By first principles, I mean that I can break down the arguments into the most basic parts so that I can describe risk at a high level in simple terms, but then also break those terms down into constituent parts such that I could reconstruct ideas like machine learning, gradient descent, interpretability, etc. in a satisfactory and complete way without any outside help.
I want to be able to clearly picture how x-risk might take place and be able to manipulate the variables that lead to different possible scenarios in my mind.
Again, especially interested in resources to help me do this.
The “Modeling Transformative AI Risk” project which I assisted with has the intent of explaining this, and we have a fairly extensive but not fully comprehensive report on the conceptual models that we think are critical, online here. (A less edited and polished version is on the alignment forum here.)
I think that you could probably read through the report itself in a week, going slowly and thinking through the issues—but doing so requires background in many of the questions discussed in Miles’ Youtube Channel, and the collection of AGI safety fundamentals resources which others recommended.

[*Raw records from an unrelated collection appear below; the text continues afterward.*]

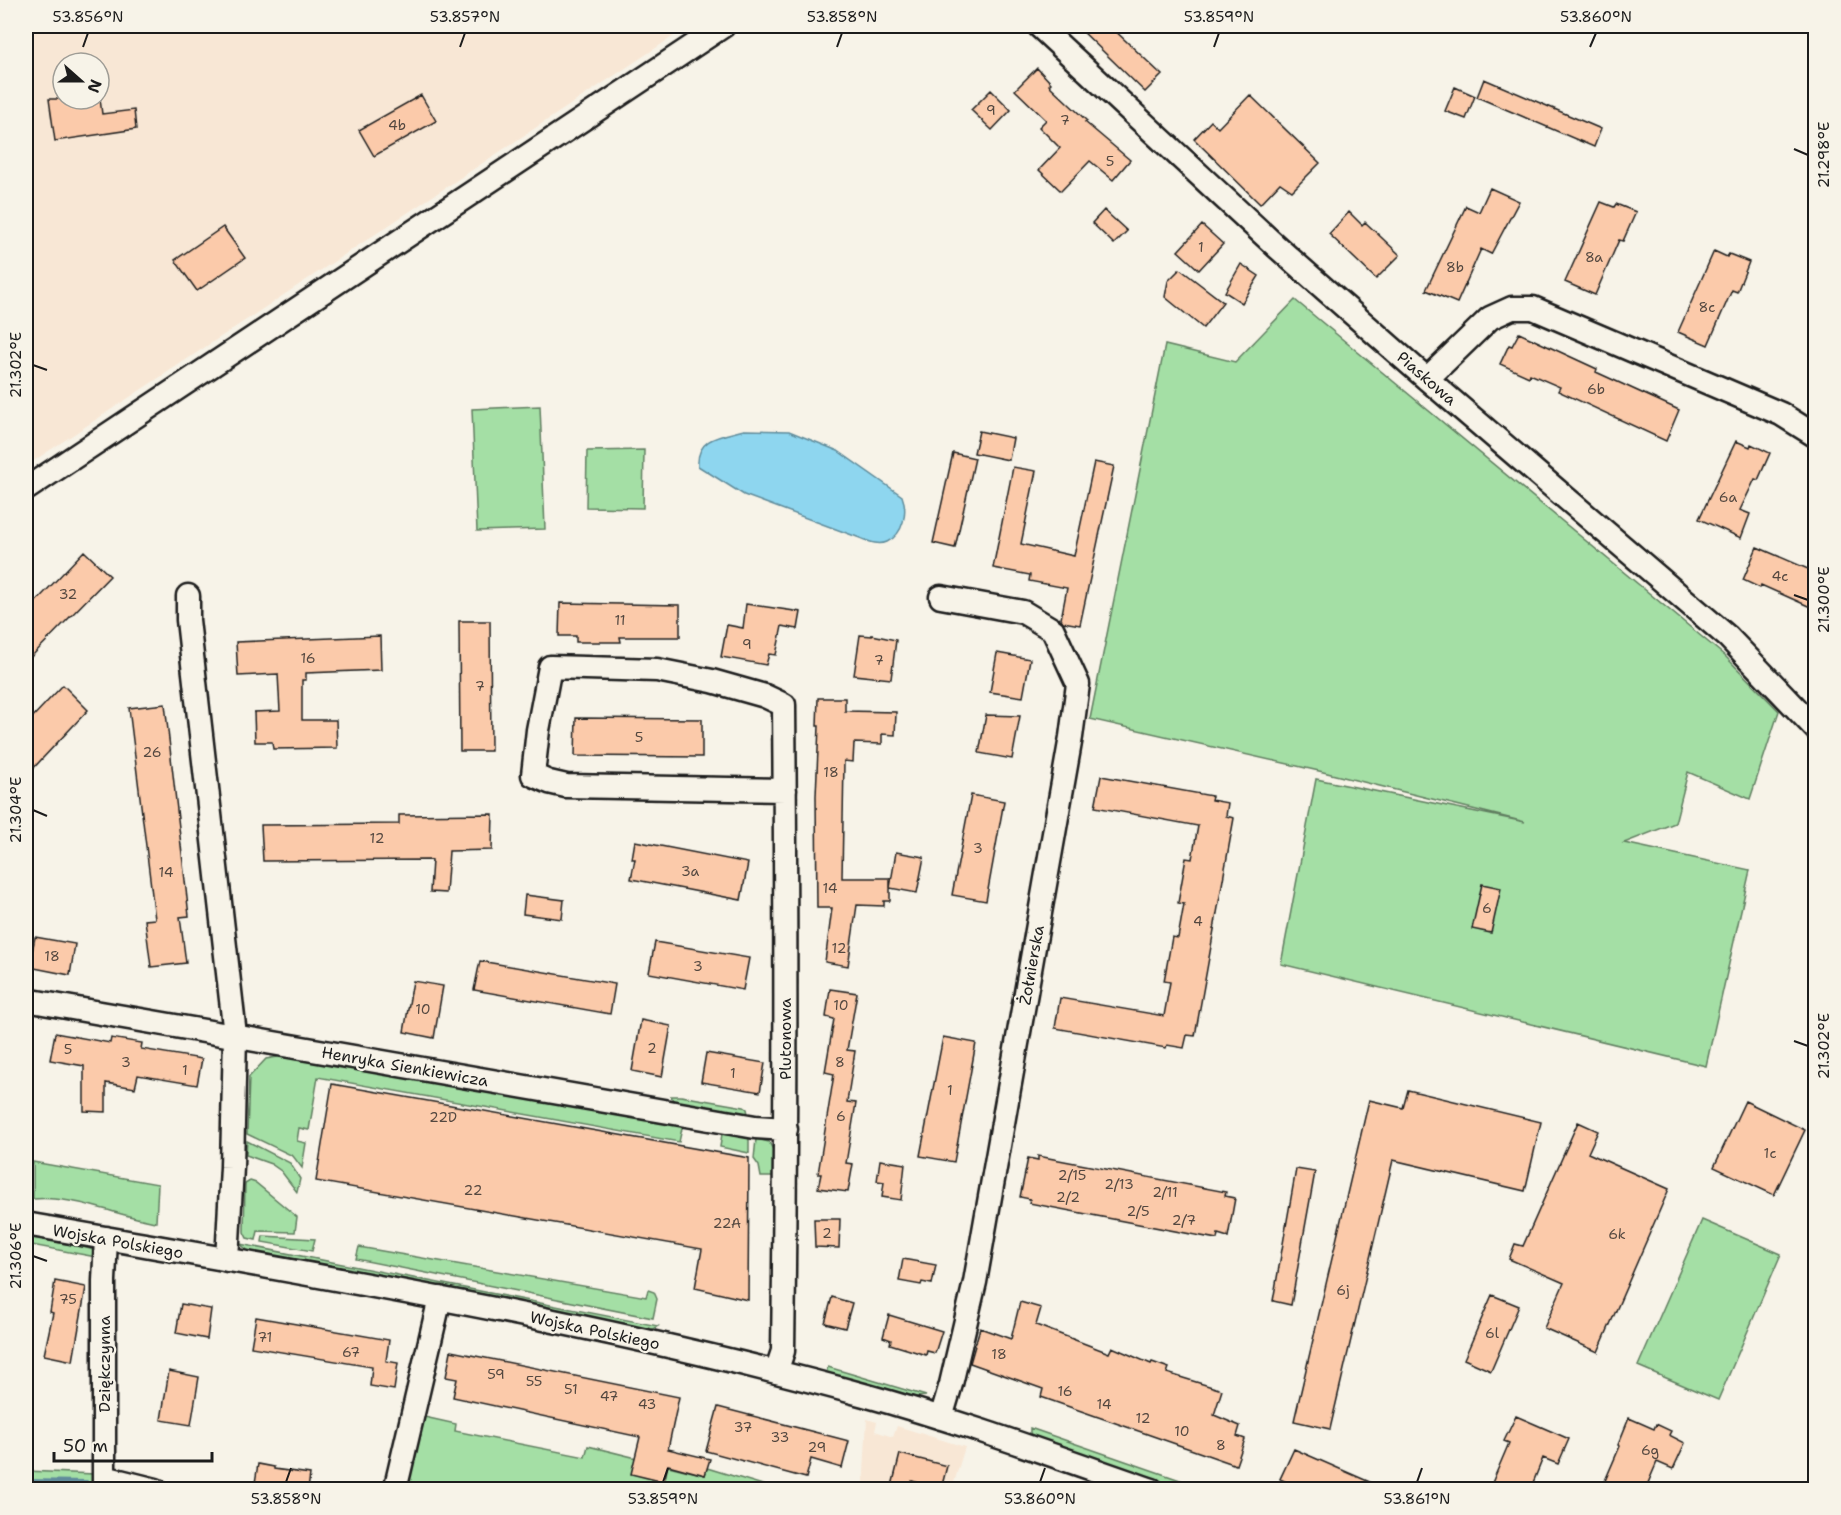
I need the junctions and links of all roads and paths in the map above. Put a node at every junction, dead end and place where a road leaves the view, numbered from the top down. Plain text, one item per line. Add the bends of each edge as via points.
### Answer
1 (723, 26) edge
2 (1040, 26) edge
3 (1427, 379) junction
4 (1815, 436) edge
5 (26, 489) edge
6 (188, 596) dead end
7 (941, 597) dead end
8 (1815, 729) edge
9 (785, 790) junction
10 (26, 1000) edge
11 (236, 1035) junction
12 (786, 1129) junction
13 (26, 1224) edge
14 (106, 1238) junction
15 (227, 1260) junction
16 (440, 1298) junction
17 (776, 1372) junction
18 (941, 1418) junction
19 (104, 1483) edge
20 (156, 1490) edge
21 (395, 1490) edge
22 (1152, 1490) edge

1 - 5 street
2 - 3 street, Piaskowa via 1277,247
3 - 4 street via 1490,318 1512,308 1533,308 1780,414
3 - 8 street, Piaskowa via 1728,637
6 - 11 street
7 - 18 street, Żołnierska via 1023,612 1053,630 1078,684 984,1233
9 - 9 street, Plutonowa via 784,705 712,681 657,670 550,667 533,775 566,786
9 - 12 street, Plutonowa
10 - 11 street, Henryka Sienkiewicza
11 - 12 street, Henryka Sienkiewicza via 755,1127
11 - 15 street
12 - 17 street, Plutonowa via 783,1351
13 - 14 street, Wojska Polskiego
14 - 15 street, Wojska Polskiego
14 - 19 street, Dziękczynna
15 - 16 street, Wojska Polskiego
16 - 17 street, Wojska Polskiego
16 - 21 street
17 - 18 street, Wojska Polskiego
18 - 22 street, Wojska Polskiego
19 - 20 street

Assuming a fairly basic understanding of machine learning and optimization, which probably requires the equivalent an undergraduate degree in a related field, the linked material on AI safety questions that you’d need to study to understand the issues, plus that report should get you to a fairly good gears-level understanding. I’d expect that 3 months of research and reading by someone with a fairly strong undergraduate background, or closer to a year for someone starting from scratch, would be sufficient to have an overall gears level model of the different aspects of the risk.

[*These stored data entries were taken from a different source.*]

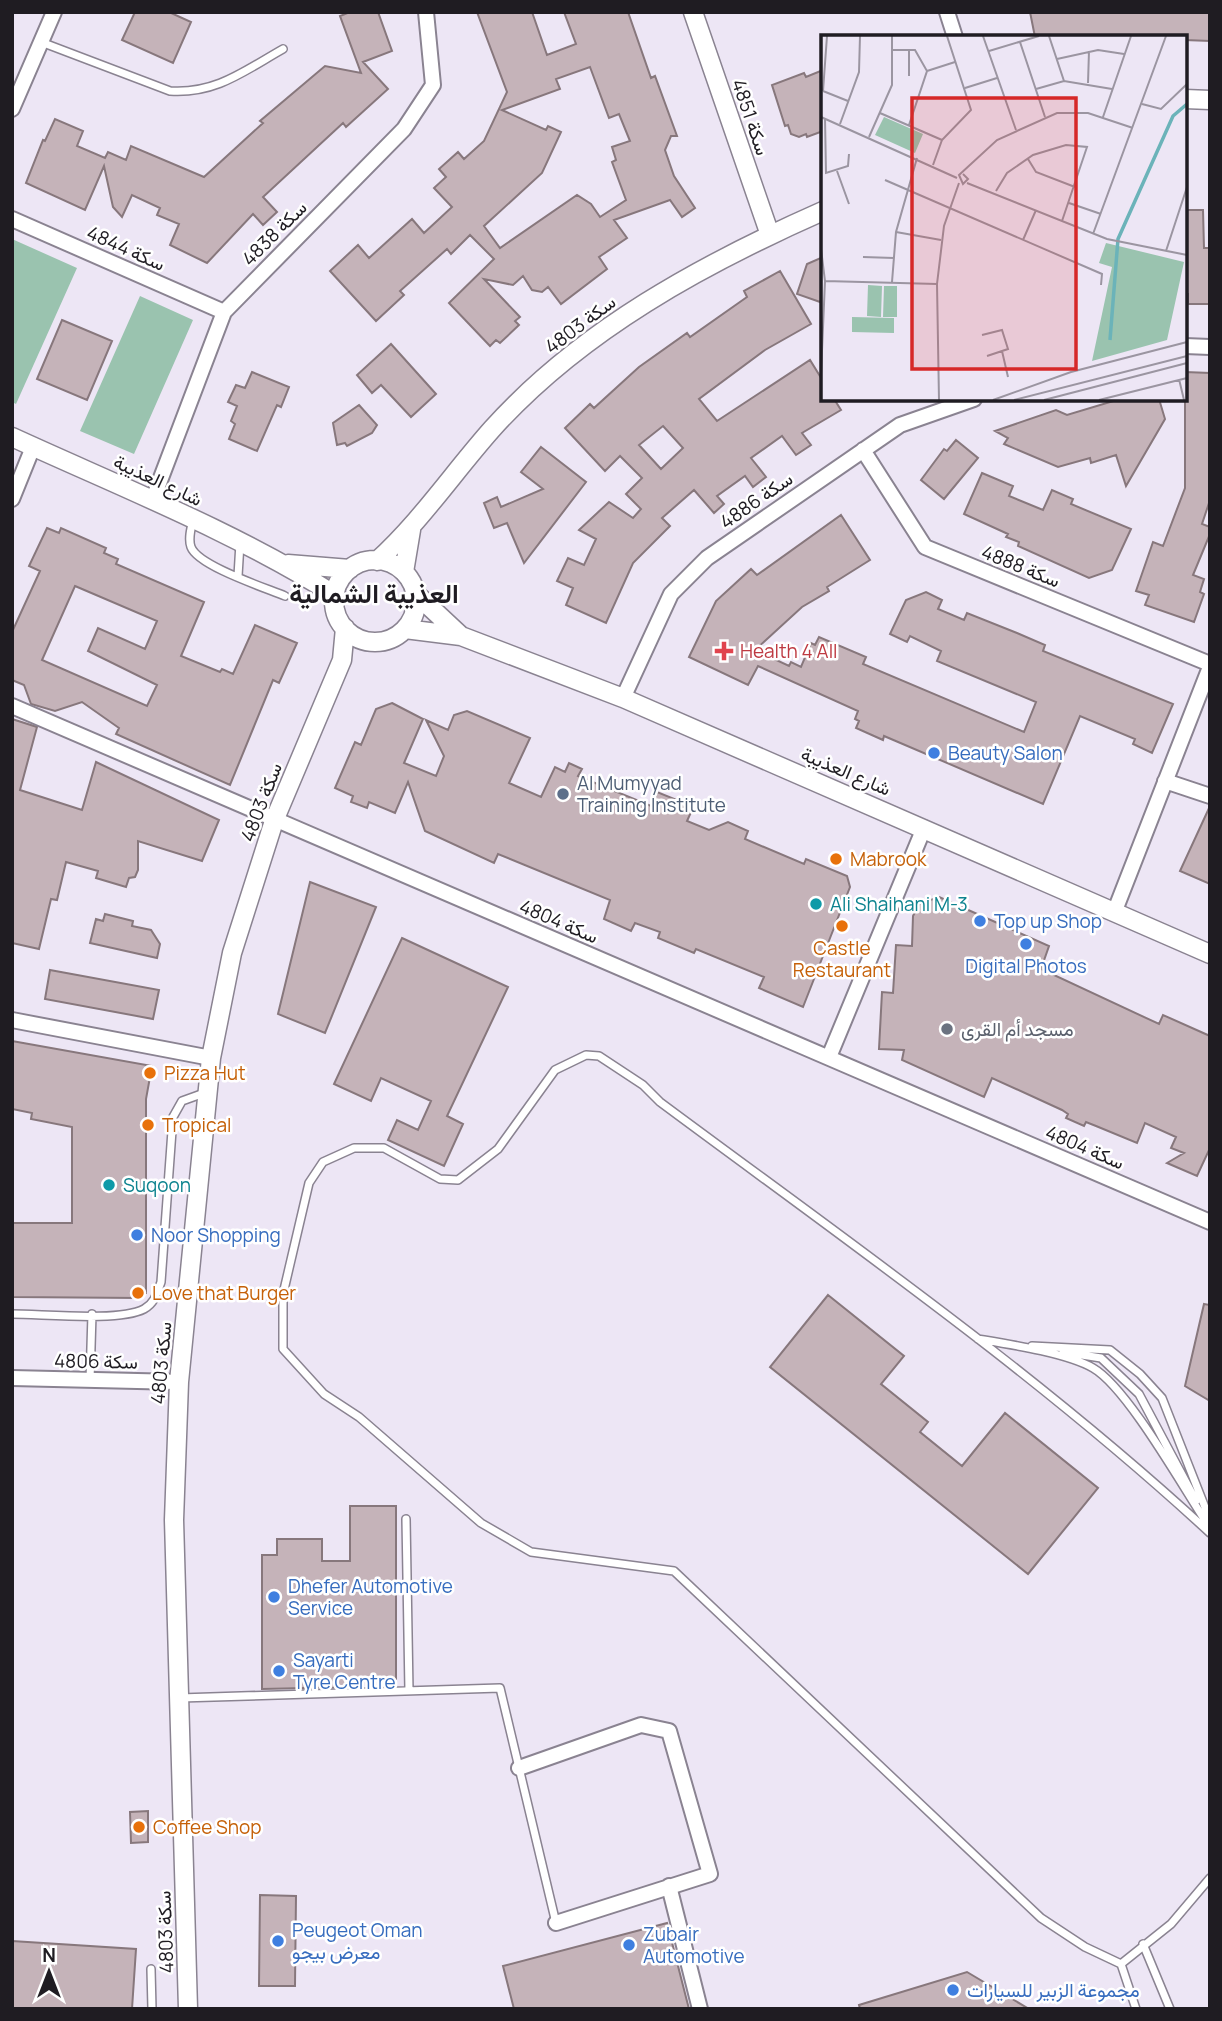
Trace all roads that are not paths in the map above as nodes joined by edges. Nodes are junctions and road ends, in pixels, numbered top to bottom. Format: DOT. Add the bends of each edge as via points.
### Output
graph roads {
  1 [pos="54,12"];
  2 [pos="426,12"];
  3 [pos="693,12"];
  4 [pos="947,12"];
  5 [pos="954,35"];
  6 [pos="41,42"];
  7 [pos="283,49"];
  8 [pos="1187,99"];
  9 [pos="1210,100"];
  10 [pos="12,109"];
  11 [pos="821,212"];
  12 [pos="12,219"];
  13 [pos="770,235"];
  14 [pos="224,312"];
  15 [pos="1187,346"];
  16 [pos="1210,347"];
  17 [pos="968,401"];
  18 [pos="12,437"];
  19 [pos="33,447"];
  20 [pos="863,450"];
  21 [pos="12,499"];
  22 [pos="153,499"];
  23 [pos="193,519"];
  24 [pos="411,530"];
  25 [pos="240,542"];
  26 [pos="377,561"];
  27 [pos="285,564"];
  28 [pos="350,569"];
  29 [pos="404,572"];
  30 [pos="238,576"];
  31 [pos="416,594"];
  32 [pos="335,595"];
  33 [pos="285,596"];
  34 [pos="345,628"];
  35 [pos="405,629"];
  36 [pos="461,636"];
  37 [pos="365,641"];
  38 [pos="342,660"];
  39 [pos="1210,666"];
  40 [pos="623,698"];
  41 [pos="12,706"];
  42 [pos="1165,781"];
  43 [pos="1210,796"];
  44 [pos="274,821"];
  45 [pos="924,828"];
  46 [pos="1114,914"];
  47 [pos="1210,954"];
  48 [pos="12,1020"];
  49 [pos="829,1057"];
  50 [pos="211,1058"];
  51 [pos="208,1092"];
  52 [pos="1210,1222"];
  53 [pos="12,1314"];
  54 [pos="92,1314"];
  55 [pos="976,1339"];
  56 [pos="1021,1346"];
  57 [pos="12,1378"];
  58 [pos="90,1380"];
  59 [pos="179,1382"];
  60 [pos="406,1520"];
  61 [pos="1210,1520"];
  62 [pos="1210,1529"];
  63 [pos="409,1691"];
  64 [pos="180,1698"];
  65 [pos="519,1768"];
  66 [pos="1210,1878"];
  67 [pos="669,1886"];
  68 [pos="556,1923"];
  69 [pos="1143,1944"];
  70 [pos="1121,1964"];
  71 [pos="151,1969"];
  72 [pos="152,2009"];
  73 [pos="188,2009"];
  74 [pos="700,2009"];
  75 [pos="1136,2009"];
  76 [pos="1170,2009"];
  1 -- 6 [label="street"];
  2 -- 14 [label="street, سكة 4838" via="433,85 404,129"];
  3 -- 13 [label="street, سكة 4851"];
  4 -- 5 [label="street"];
  6 -- 7 [label="lane" via="170,91 193,92 217,87"];
  6 -- 10 [label="street"];
  8 -- 9 [label="street"];
  11 -- 13 [label="street, سكة 4803"];
  12 -- 14 [label="street, سكة 4844"];
  13 -- 24 [label="street, سكة 4803" via="629,312 541,380 492,428"];
  14 -- 22 [label="street, سكة 4838"];
  15 -- 16 [label="street"];
  17 -- 20 [label="street, سكة 4886" via="900,425"];
  18 -- 19 [label="street, شارع العذيبة"];
  19 -- 21 [label="street"];
  19 -- 22 [label="street, شارع العذيبة"];
  20 -- 39 [label="street, سكة 4888" via="925,547"];
  20 -- 40 [label="street, سكة 4886" via="707,558 671,594"];
  22 -- 23 [label="street, شارع العذيبة"];
  23 -- 25 [label="street, شارع العذيبة"];
  23 -- 30 [label="lane" via="191,547 195,553"];
  24 -- 26 [label="street, سكة 4803"];
  24 -- 29 [label="street, سكة 4803"];
  25 -- 27 [label="street, شارع العذيبة"];
  25 -- 30 [label="lane"];
  26 -- 28 [label="street"];
  26 -- 29 [label="street"];
  27 -- 28 [label="street, شارع العذيبة"];
  27 -- 32 [label="street, شارع العذيبة"];
  28 -- 32 [label="street"];
  29 -- 31 [label="street"];
  30 -- 33 [label="lane"];
  31 -- 35 [label="street" via="415,612"];
  31 -- 36 [label="street, شارع العذيبة"];
  32 -- 34 [label="street" via="338,618"];
  34 -- 37 [label="street"];
  34 -- 38 [label="street, سكة 4803"];
  35 -- 36 [label="street, شارع العذيبة"];
  35 -- 37 [label="street" via="386,641"];
  36 -- 40 [label="street, شارع العذيبة"];
  37 -- 38 [label="street, سكة 4803"];
  38 -- 44 [label="street, سكة 4803"];
  39 -- 42 [label="street"];
  40 -- 45 [label="street, شارع العذيبة"];
  41 -- 44 [label="street, سكة 4804"];
  42 -- 43 [label="street"];
  42 -- 46 [label="street"];
  44 -- 49 [label="street, سكة 4804"];
  44 -- 50 [label="street, سكة 4803" via="232,953"];
  45 -- 46 [label="street, شارع العذيبة"];
  45 -- 49 [label="street"];
  46 -- 47 [label="street, شارع العذيبة"];
  48 -- 50 [label="street"];
  49 -- 52 [label="street, سكة 4804"];
  50 -- 51 [label="street, سكة 4803"];
  51 -- 54 [label="lane" via="182,1101 173,1117 161,1282 155,1300 125,1316"];
  51 -- 59 [label="street, سكة 4803"];
  53 -- 54 [label="lane"];
  54 -- 58 [label="lane"];
  55 -- 56 [label="lane"];
  55 -- 62 [label="lane"];
  55 -- 70 [label="lane" via="643,1085 599,1056 586,1055 555,1070 498,1149 458,1180 440,1179 384,1148 354,1148 323,1162 309,1183 283,1294 283,1349 324,1394 359,1417 481,1523 531,1552 674,1571 1041,1918"];
  56 -- 61 [label="lane" via="1110,1350 1140,1374 1162,1398"];
  56 -- 62 [label="lane" via="1093,1368 1125,1398"];
  56 -- 62 [label="lane" via="1101,1358 1139,1394"];
  57 -- 58 [label="street, سكة 4806"];
  58 -- 59 [label="street, سكة 4806"];
  59 -- 64 [label="street, سكة 4803" via="174,1520"];
  60 -- 63 [label="lane"];
  63 -- 64 [label="lane"];
  63 -- 65 [label="lane" via="500,1688"];
  64 -- 73 [label="street, سكة 4803"];
  65 -- 67 [label="street" via="641,1725 669,1731 710,1874"];
  65 -- 68 [label="lane"];
  66 -- 69 [label="lane" via="1171,1924"];
  67 -- 68 [label="street"];
  67 -- 74 [label="street"];
  69 -- 70 [label="lane"];
  69 -- 76 [label="lane"];
  70 -- 75 [label="lane"];
  71 -- 72 [label="lane"];
}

Given that, I will note that contributing to solving the problems requires quite a bit more investment in skill building—and depending on what you are planning on doing to address the risks, this could be equivalent to an advanced degree in mathematics, machine learning, policy, or international relations.
Thank you, this is very much what I was looking for
Here’s the most up-to-date version of the AGI Safety Fundamentals curriculum. Be sure to check out Richard Ngo’s “AGI safety from first principles” report. There’s also a “Further resources” section at the bottom linking to pages like “Lots of links” from AI Safety Support.
Great question, I’d love to know too. The one thing I can recommend is Robert Miles’ YouTube Channel, although he hasn’t uploaded in a while.
If I may add to your post, I’d also like to know what things are missing to reduce the risk. Is it a lack of creativity or a lack of people or a lack of something else? Thanks!